Science Museum’s Collider exhibition celebrates collaborative research, not individual glory

Even Peter Higgs thinks that the Nobel Prize doesn't allocate credit for discoveries fairly - but this exploration of the Large Hadron Collider shows that modern science is a large, collaborative process involving hundreds and thousands of brilliant minds

By Ian Steadman

The Science Museum’s new exhibit on the Large Hadron Collider (called Collider) opens tomorrow, and though it may have captured the public’s attention with the search for the Higgs Boson – or “God particle” – it was Peter Higgs himself who spoke this morning and insisted that he isn’t the only one who deserves credit for predicting its existence.
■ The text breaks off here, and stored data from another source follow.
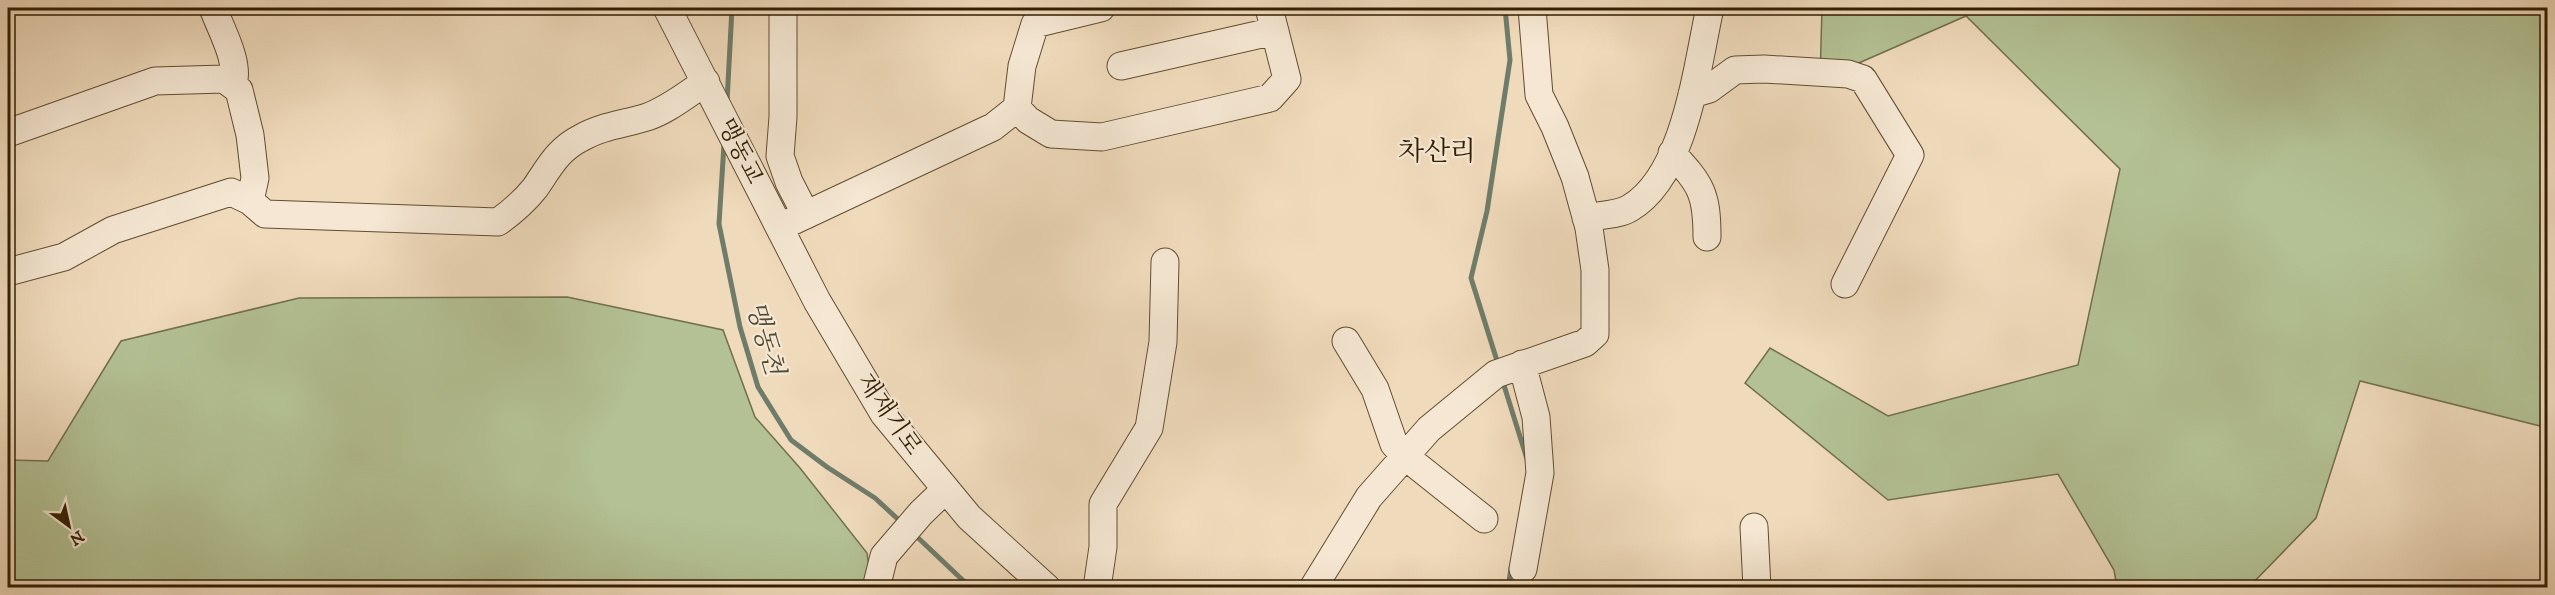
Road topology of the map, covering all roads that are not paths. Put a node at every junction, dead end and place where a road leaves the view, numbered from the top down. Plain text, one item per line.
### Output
1 (213, 8) edge
2 (668, 8) edge
3 (783, 8) edge
4 (1101, 8) edge
5 (1532, 8) edge
6 (1710, 8) edge
7 (1272, 19) edge
8 (1121, 66) dead end
9 (233, 85) junction
10 (708, 86) junction
11 (1692, 94) junction
12 (1017, 108) junction
13 (8, 133) edge
14 (1672, 153) junction
15 (250, 201) junction
16 (806, 215) junction
17 (1586, 218) junction
18 (776, 220) junction
19 (1707, 237) dead end
20 (1165, 262) dead end
21 (8, 272) edge
22 (1845, 284) dead end
23 (1346, 341) dead end
24 (1510, 369) junction
25 (1406, 457) junction
26 (946, 489) junction
27 (1484, 519) dead end
28 (1754, 527) dead end
29 (1523, 569) dead end
30 (876, 588) edge
31 (1047, 588) edge
32 (1097, 588) edge
33 (1313, 588) edge
34 (1757, 588) edge

1 - 9 street
2 - 10 street
3 - 16 street
4 - 12 street
5 - 17 street
6 - 11 street
7 - 8 street
7 - 12 street
9 - 13 street
9 - 15 street
10 - 15 street
10 - 18 street, 맹동교
11 - 14 street
11 - 22 street
12 - 16 street
14 - 17 street
14 - 19 street
15 - 21 street
16 - 18 street
17 - 24 street
18 - 26 street, 재재기로
20 - 32 street
23 - 25 street
24 - 25 street
24 - 29 street
25 - 27 street
25 - 33 street
26 - 30 street
26 - 31 street, 재재기로
28 - 34 street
It was fitting, as Collider emphasises that the process of proofing Higgs’ theory involved thousands of thinkers, each with their part to play.
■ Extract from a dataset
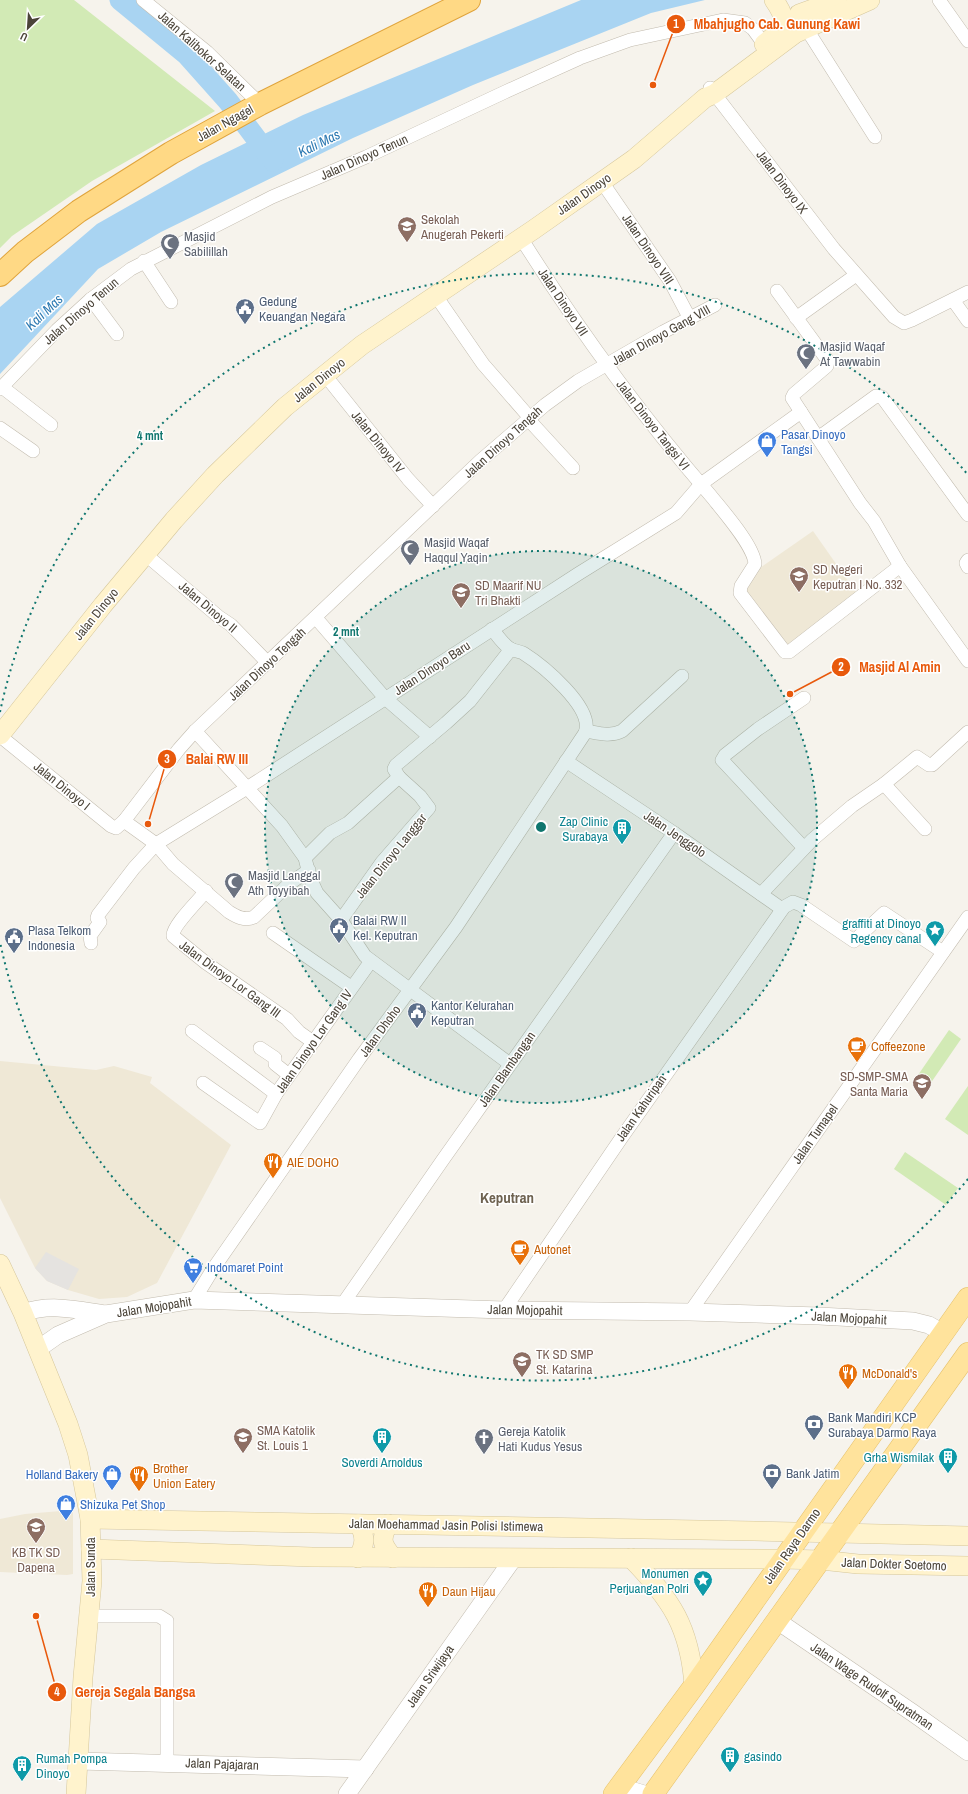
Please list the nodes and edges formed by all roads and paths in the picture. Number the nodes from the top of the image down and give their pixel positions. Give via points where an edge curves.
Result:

Higgs first theorised about his boson in 1964, but at the Science Museum today – in a tiny recreation of the much-larger-in-real-life lecture theatre at Cern – he pointed out that, actually, there were six people writing about the same theory in 1964.

He said: “There were three groups – Robert Brout and François Englert in Brussels, myself in Edinburgh, and Tom Kibble, Gerry Guralnik, and Carl Hagen at Imperial College. The two in Brussels were by a long way the first – they were ahead of me. I was second to be published, my approach was seen as complementary to theirs. The other three at Imperial College lagged behind in publication, the consequence was they got less of the credit.”

Brout died in 2011, and the Nobel Committee, in Higgs’ words, decided to “award the prize to the surviving two of the first three”. However, Higgs argued that they should have included Kibble – who is still working at Imperial College London – as a prizewinner. “What he wrote in 1967 was the kind of bridge from my very simple model of 1964, and I think his work is important and I think it’s a shame he’s been missed out.”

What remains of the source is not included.